Here in the Pacific Northwest, we go hard all summer long. We Oregonians know all too well that summer sits precariously in the year like an island amidst a sea of rainy days, and we must make the most of it. So we get lost in the heat of the season, trying to soak up every last ray of sunshine while the days are long, jumping into the river every chance we get, and eating our weight of the sweet summer fruits that we’ll soon miss so much. For us on the farm, summer is the time to, as they say, make hay while the sun shines.
But then the abundance of August gives way to September, and things begin to transition all around us. Summer produce begins its descent away from the apex of abundance, and the nights roll in with a chill that reminds us that our time on this summer island will not last forever.

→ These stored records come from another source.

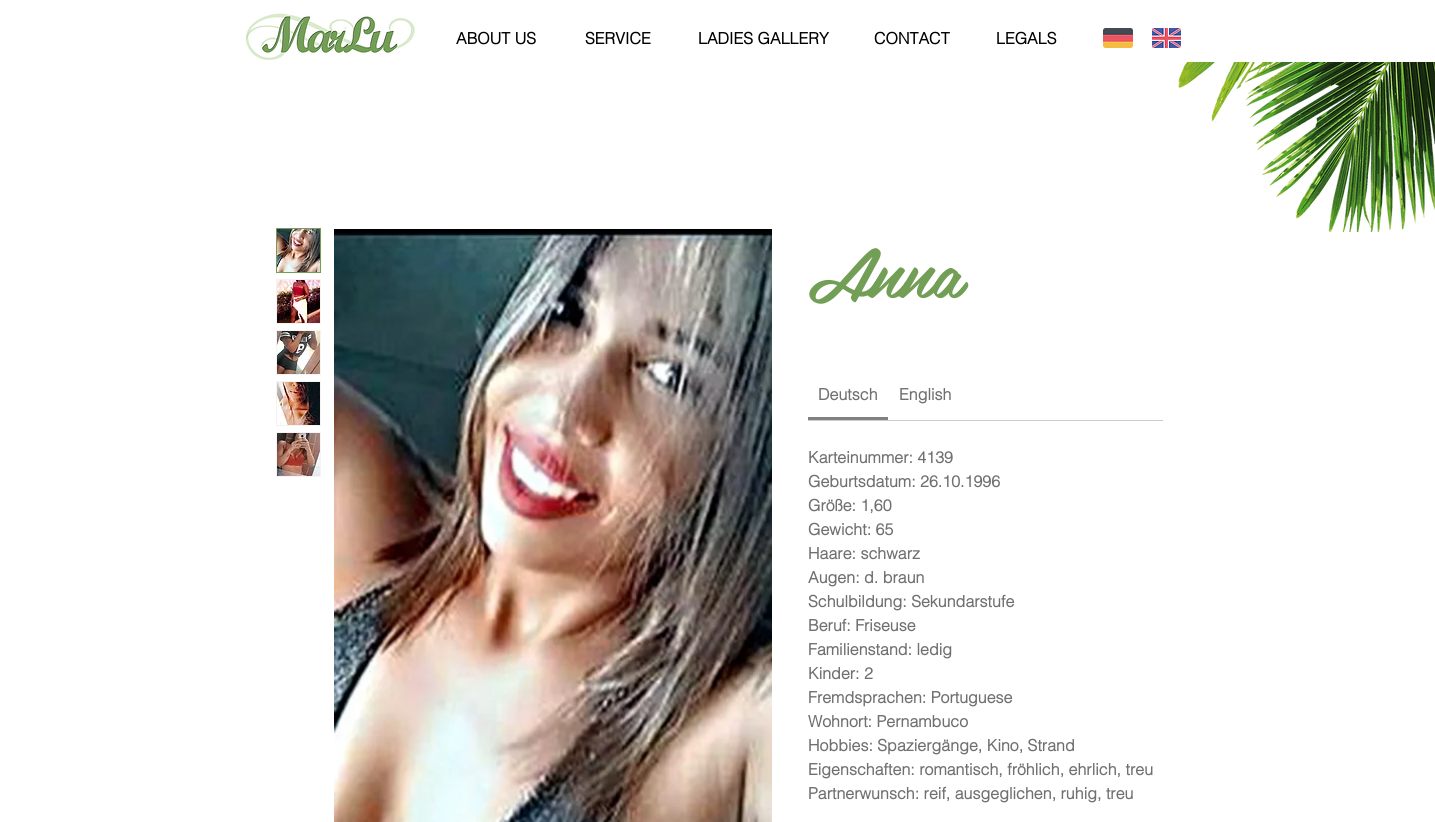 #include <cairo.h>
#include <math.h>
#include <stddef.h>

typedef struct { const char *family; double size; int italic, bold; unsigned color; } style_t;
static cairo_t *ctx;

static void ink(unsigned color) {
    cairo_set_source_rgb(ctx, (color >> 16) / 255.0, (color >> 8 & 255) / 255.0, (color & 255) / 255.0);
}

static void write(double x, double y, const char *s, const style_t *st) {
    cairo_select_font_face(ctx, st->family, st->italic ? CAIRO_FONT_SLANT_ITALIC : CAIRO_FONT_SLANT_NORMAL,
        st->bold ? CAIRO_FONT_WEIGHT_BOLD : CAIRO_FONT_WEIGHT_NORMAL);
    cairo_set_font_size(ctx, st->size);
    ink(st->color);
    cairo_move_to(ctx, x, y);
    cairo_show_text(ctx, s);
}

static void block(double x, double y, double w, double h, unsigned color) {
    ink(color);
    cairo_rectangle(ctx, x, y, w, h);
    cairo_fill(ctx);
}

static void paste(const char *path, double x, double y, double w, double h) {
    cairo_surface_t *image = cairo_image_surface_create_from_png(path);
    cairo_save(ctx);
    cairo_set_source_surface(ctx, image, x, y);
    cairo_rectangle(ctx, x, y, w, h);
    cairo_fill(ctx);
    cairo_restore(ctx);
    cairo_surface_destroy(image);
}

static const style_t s1 = {"helvetica", 16, 0, 1, 0x000000};
static const style_t s2 = {"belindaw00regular", 70, 0, 0, 0x729e56};
static const style_t s3 = {"helvetica", 16, 0, 1, 0x717070};

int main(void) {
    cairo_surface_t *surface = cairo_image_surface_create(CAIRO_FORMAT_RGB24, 1435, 822);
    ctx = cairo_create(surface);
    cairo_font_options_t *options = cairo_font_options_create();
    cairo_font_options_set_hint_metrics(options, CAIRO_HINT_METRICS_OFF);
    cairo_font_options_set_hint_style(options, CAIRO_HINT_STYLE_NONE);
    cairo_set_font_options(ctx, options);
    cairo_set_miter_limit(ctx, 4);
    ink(0xffffff);
    cairo_paint(ctx);
    paste("pic1.png", 245, 13, 170, 47);
    write(456, 44, "ABOUT US", &s1);
    write(585, 44, "SERVICE", &s1);
    write(698, 44, "LADIES GALLERY", &s1);
    write(874, 44, "CONTACT", &s1);
    write(996, 44, "LEGALS", &s1);
    paste("pic2.png", 1103, 28, 30, 20);
    paste("pic3.png", 1152, 28, 29, 20);
    paste("pic4.png", 1178, 62, 257, 170);
    cairo_rectangle(ctx, 276.5, 228.5, 44, 44);
    ink(0x729e56);
    cairo_set_line_width(ctx, 1);
    cairo_stroke(ctx);
    paste("pic5.png", 277, 229, 43, 43);
    block(276, 279, 45, 45, 0xf3f3f3);
    paste("pic6.png", 277, 280, 43, 43);
    block(276, 330, 45, 45, 0xf3f3f3);
    paste("pic7.png", 277, 331, 43, 43);
    block(276, 381, 45, 45, 0xf3f3f3);
    paste("pic8.png", 277, 382, 43, 43);
    block(276, 432, 45, 45, 0xf3f3f3);
    paste("pic9.png", 277, 433, 43, 43);
    paste("pic10.png", 334, 229, 438, 593);
    write(808, 298, "Anna", &s2);
    block(808, 420, 355, 1, 0xcccccc);
    block(808, 417, 80, 3, 0x818181);
    write(818, 400, "Deutsch", &s3);
    write(899, 400, "English", &s3);
    write(808, 463, "Karteinummer: 4139", &s3);
    write(808, 487, "Geburtsdatum: 26.10.1996", &s3);
    write(808, 511, "Größe: 1,60", &s3);
    write(808, 535, "Gewicht: 65", &s3);
    write(808, 559, "Haare: schwarz", &s3);
    write(808, 583, "Augen: d. braun", &s3);
    write(808, 607, "Schulbildung: Sekundarstufe", &s3);
    write(808, 631, "Beruf: Friseuse", &s3);
    write(808, 655, "Familienstand: ledig", &s3);
    write(808, 679, "Kinder: 2", &s3);
    write(808, 703, "Fremdsprachen: Portuguese", &s3);
    write(808, 727, "Wohnort: Pernambuco", &s3);
    write(808, 751, "Hobbies: Spaziergänge, Kino, Strand", &s3);
    write(808, 775, "Eigenschaften: romantisch, fröhlich, ehrlich, treu", &s3);
    write(808, 799, "Partnerwunsch: reif, ausgeglichen, ruhig, treu", &s3);
    cairo_surface_write_to_png(surface, "screenshot.png");
    cairo_font_options_destroy(options);
    cairo_destroy(ctx);
    cairo_surface_destroy(surface);
    return 0;
}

Though most of us mourn summer’s decline, September really is a unique time of year when we still get to enjoy the last fruits of summer even as the fall harvest begins rolling in. Our greens that have taken a hiatus in the heat are now bursting forth with delicate new leaves, winter squash is ripening up on the vine, and the immense diversity of root vegetables that we grow are sizing up secretly beneath the earth.
Farming requires us to have our bodies in tune with the environment in a way that modern life has worked to distance us from, and to notice the cycles of transition by which we must abide. In this way life demands of us that we be present to experience it if we are to expect it to produce the abundant food that graces your plate.

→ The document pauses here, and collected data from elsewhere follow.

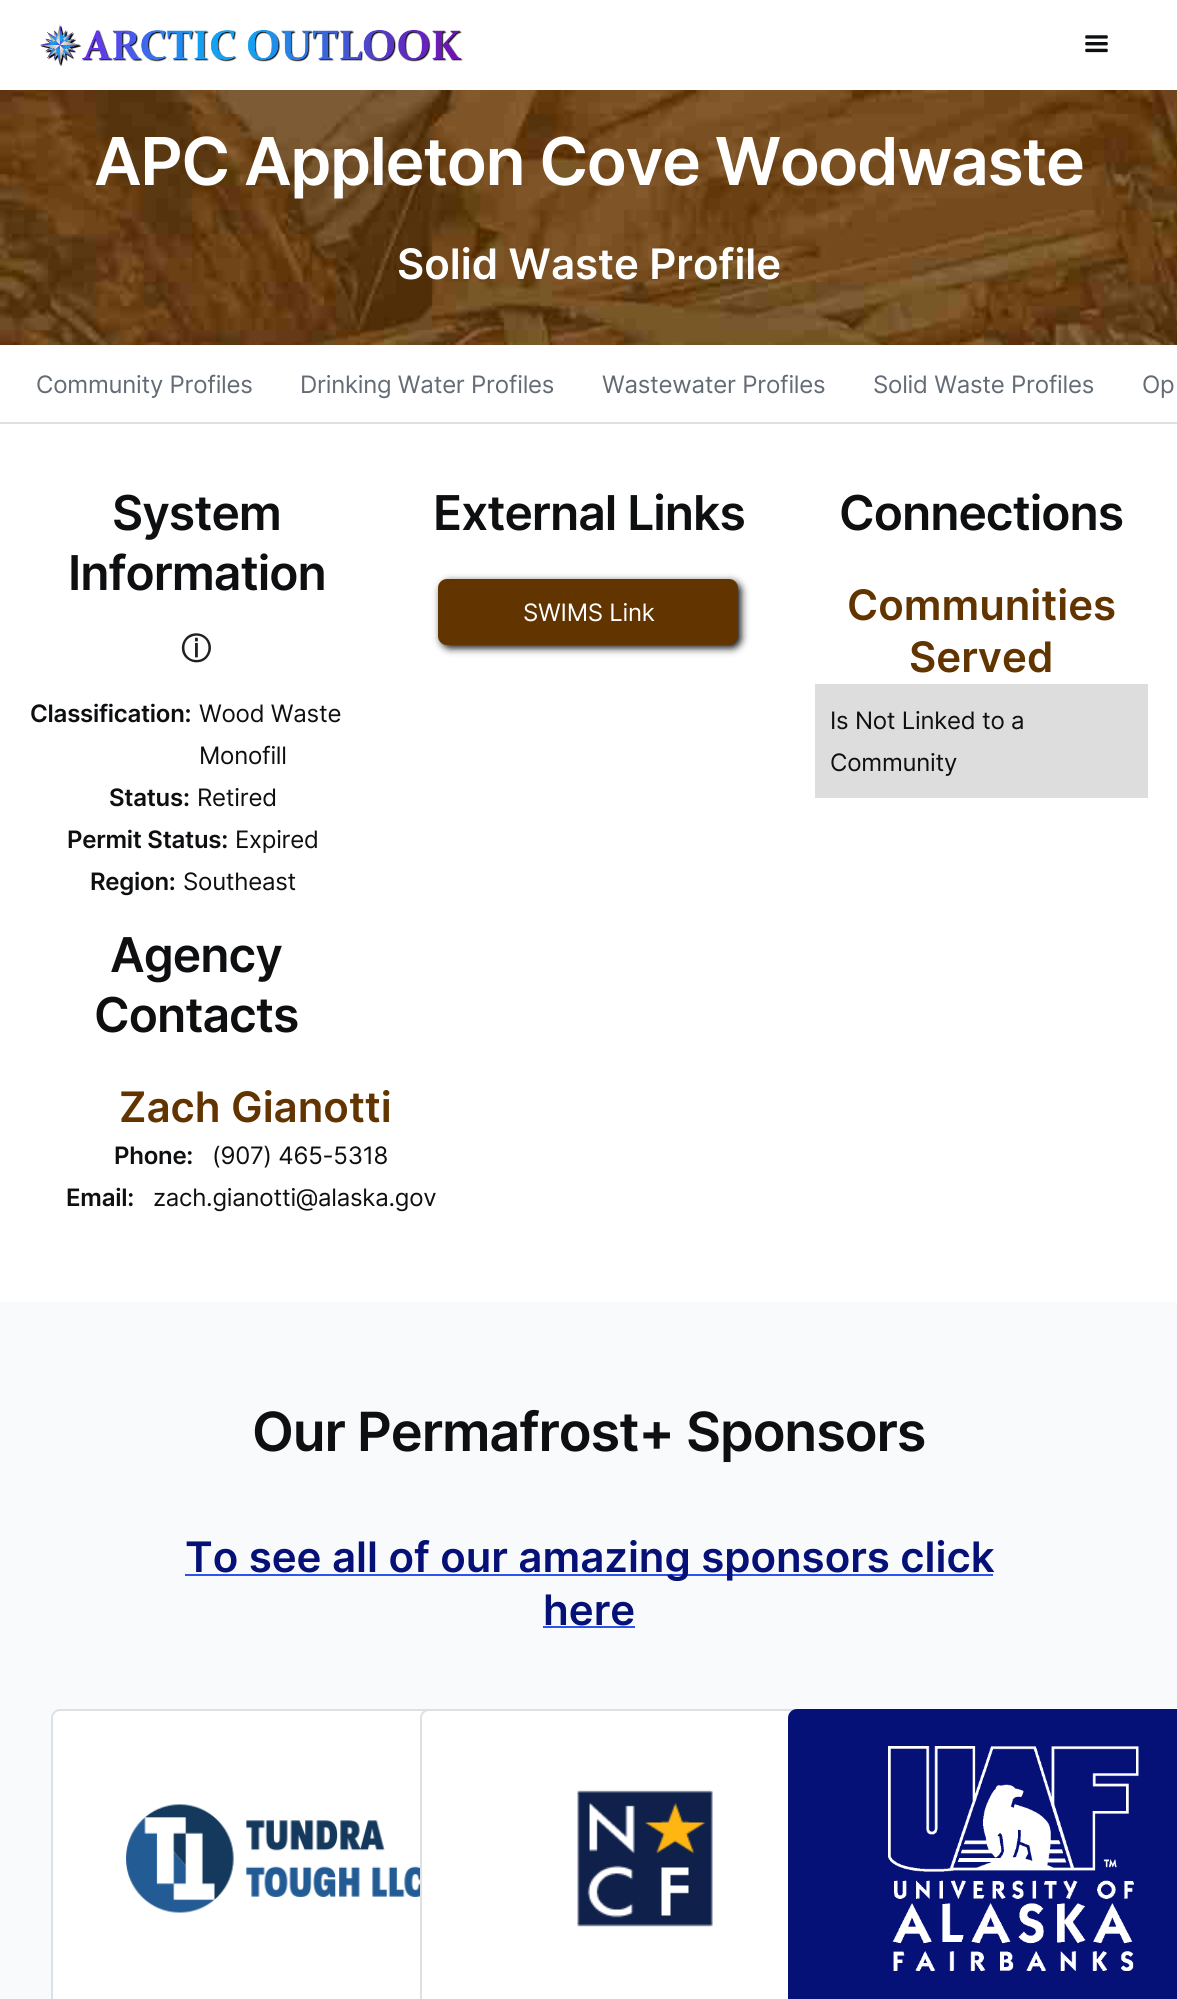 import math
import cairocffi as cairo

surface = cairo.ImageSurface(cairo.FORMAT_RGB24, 1177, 1999)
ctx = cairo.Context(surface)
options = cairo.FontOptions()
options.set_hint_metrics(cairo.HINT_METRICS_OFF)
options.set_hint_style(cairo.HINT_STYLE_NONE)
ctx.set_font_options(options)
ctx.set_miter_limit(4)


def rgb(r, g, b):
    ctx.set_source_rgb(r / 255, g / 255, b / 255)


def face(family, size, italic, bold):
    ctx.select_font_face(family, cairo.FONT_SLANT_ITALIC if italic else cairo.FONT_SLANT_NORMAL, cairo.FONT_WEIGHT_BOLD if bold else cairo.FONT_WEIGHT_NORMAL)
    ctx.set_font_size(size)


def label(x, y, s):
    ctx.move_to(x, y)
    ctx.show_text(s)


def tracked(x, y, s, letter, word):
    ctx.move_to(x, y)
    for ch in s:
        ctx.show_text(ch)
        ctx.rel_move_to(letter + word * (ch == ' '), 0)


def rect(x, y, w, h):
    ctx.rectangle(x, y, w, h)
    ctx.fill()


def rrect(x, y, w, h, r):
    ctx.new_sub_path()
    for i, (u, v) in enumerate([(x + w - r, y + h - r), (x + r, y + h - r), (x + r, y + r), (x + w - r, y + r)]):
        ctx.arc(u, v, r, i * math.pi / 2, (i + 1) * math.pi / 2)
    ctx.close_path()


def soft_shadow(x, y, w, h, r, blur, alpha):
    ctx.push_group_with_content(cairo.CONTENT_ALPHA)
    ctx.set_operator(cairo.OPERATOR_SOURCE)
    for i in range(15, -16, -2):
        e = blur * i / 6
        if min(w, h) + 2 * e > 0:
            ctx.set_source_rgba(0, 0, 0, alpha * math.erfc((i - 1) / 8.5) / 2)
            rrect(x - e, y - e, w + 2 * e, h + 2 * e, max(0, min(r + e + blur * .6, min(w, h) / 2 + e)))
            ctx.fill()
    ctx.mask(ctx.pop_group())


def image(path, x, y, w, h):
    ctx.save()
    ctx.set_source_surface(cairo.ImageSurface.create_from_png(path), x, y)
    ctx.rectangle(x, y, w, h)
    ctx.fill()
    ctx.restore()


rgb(255, 255, 255)
ctx.paint()
image('image0.png', 40, 25, 423, 42)
image('image1.png', 1085, 35, 23, 18)
image('image2.png', 0, 90, 1177, 255)
face('Inter SemiBold', 66, 0, 0)
rgb(255, 255, 255)
tracked(94, 185, 'APC Appleton Cove Woodwaste', -1.45, 0)
face('Inter SemiBold', 42, 0, 0)
label(397, 279, 'Solid Waste Profile')
rgb(221, 225, 230)
rect(0, 422, 1177, 2)
face('Inter', 24, 0, 0)
rgb(99, 107, 117)
tracked(36, 393, 'Community Profiles', -0.25, 0)
tracked(300, 393, 'Drinking Water Profiles', -0.25, 0)
tracked(602, 393, 'Wastewater Profiles', -0.25, 0)
tracked(873, 393, 'Solid Waste Profiles', -0.25, 0)
tracked(1142, 393, 'Op', -0.25, 0)
face('Inter SemiBold', 48, 0, 0)
rgb(14, 15, 17)
tracked(112, 530, 'System', -1, 0)
tracked(68, 590, 'Information', -1, 0)
face('WenQuanYi Zen Hei', 30, 0, 1)
rgb(30, 32, 36)
tracked(181, 659, 'ⓘ', -0.25, 0)
face('Inter SemiBold', 24, 0, 0)
rgb(14, 15, 17)
tracked(30, 722, 'Classification:', -0.25, 0)
face('Inter', 24, 0, 0)
tracked(199, 722, 'Wood Waste', -0.25, 0)
tracked(199, 764, 'Monofill', -0.25, 0)
face('Inter SemiBold', 24, 0, 0)
tracked(109, 806, 'Status:', -0.25, 0)
face('Inter', 24, 0, 0)
tracked(197, 806, 'Retired', -0.25, 0)
face('Inter SemiBold', 24, 0, 0)
tracked(67, 848, 'Permit Status:', -0.25, 0)
face('Inter', 24, 0, 0)
tracked(235, 848, 'Expired', -0.25, 0)
face('Inter SemiBold', 24, 0, 0)
tracked(90, 890, 'Region:', -0.25, 0)
face('Inter', 24, 0, 0)
tracked(183, 890, 'Southeast', -0.25, 0)
face('Inter SemiBold', 48, 0, 0)
tracked(110, 972, 'Agency', -1, 0)
tracked(94, 1032, 'Contacts', -1, 0)
face('Inter SemiBold', 42, 0, 0)
rgb(97, 52, 0)
label(119, 1122, 'Zach Gianotti')
face('Inter SemiBold', 24, 0, 0)
rgb(14, 15, 17)
tracked(114, 1164, 'Phone:', -0.25, 0)
face('Inter', 24, 0, 0)
tracked(212, 1164, '(907) 465-5318', -0.25, 0)
face('Inter SemiBold', 24, 0, 0)
tracked(66, 1206, 'Email:', -0.25, 0)
face('Inter', 24, 0, 0)
tracked(153, 1206, 'zach.gianotti@alaska.gov', -0.25, 0)
face('Inter SemiBold', 48, 0, 0)
tracked(433, 530, 'External Links', -1, 0)
rgb(14, 15, 17)
soft_shadow(441, 582, 300, 66, 9, 4, 1)
rgb(97, 52, 0)
rrect(438, 579, 300, 66, 9)
ctx.fill()
face('Inter', 24, 0, 0)
rgb(255, 255, 255)
tracked(523, 621, 'SWIMS Link', -0.25, 0)
face('Inter SemiBold', 48, 0, 0)
rgb(14, 15, 17)
tracked(839, 530, 'Connections', -1, 0)
face('Inter SemiBold', 42, 0, 0)
rgb(97, 52, 0)
label(847, 620, 'Communities')
label(909, 672, 'Served')
rgb(221, 221, 221)
rect(815, 684, 333, 114)
face('Inter', 24, 0, 0)
rgb(14, 15, 17)
tracked(830, 729, 'Is Not Linked to a', -0.25, 0)
tracked(830, 771, 'Community', -0.25, 0)
rgb(249, 250, 251)
rect(0, 1302, 1177, 697)
face('Inter SemiBold', 54, 0, 0)
rgb(14, 15, 17)
tracked(252, 1451, 'Our Permafrost+ Sponsors', -1.1, 0)
rgb(47, 84, 235)
rect(185, 1574, 808, 2)
face('Inter SemiBold', 42, 0, 0)
rgb(6, 17, 120)
label(185, 1572, 'To see all of our amazing sponsors click')
label(543, 1625, 'here')
rgb(47, 84, 235)
rect(543, 1626, 92, 2)
rgb(255, 255, 255)
rrect(52, 1710, 448, 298, 8)
ctx.fill_preserve()
rgb(221, 225, 230)
ctx.stroke()
image('image3.png', 126, 1804, 294, 109)
rgb(255, 255, 255)
rrect(421, 1710, 448, 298, 8)
ctx.fill_preserve()
rgb(221, 225, 230)
ctx.stroke()
image('image4.png', 577, 1790, 136, 137)
rgb(6, 17, 120)
ctx.new_path()
ctx.move_to(797, 1709)
ctx.line_to(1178, 1709)
ctx.line_to(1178, 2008)
ctx.line_to(797, 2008)
ctx.curve_to(792, 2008, 788, 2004, 788, 1999)
ctx.line_to(788, 1718)
ctx.curve_to(788, 1713, 792, 1709, 797, 1709)
ctx.close_path()
ctx.fill()
image('image5.png', 888, 1746, 251, 225)
surface.write_to_png('render.png')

There are hot times and there are cold times, times of abundance and times of famine, and even more times where the lines between these extremes are not so clear. The food in front of you today is an embodiment of transition, and the flavors to be experienced cannot be found at any other time of year or on any other place on the globe. It is regionality by the spoonful. Nowhere else at this moment will a poblano be developing its deep, mole flavor as it enters its chocolate-red state of ripeness, ready to be combined with a sweet and buttery delicata winter squash fresh from the vine. It is in these times of transition that we can literally taste summer ending while fall begins, all within a single bite. Eat up.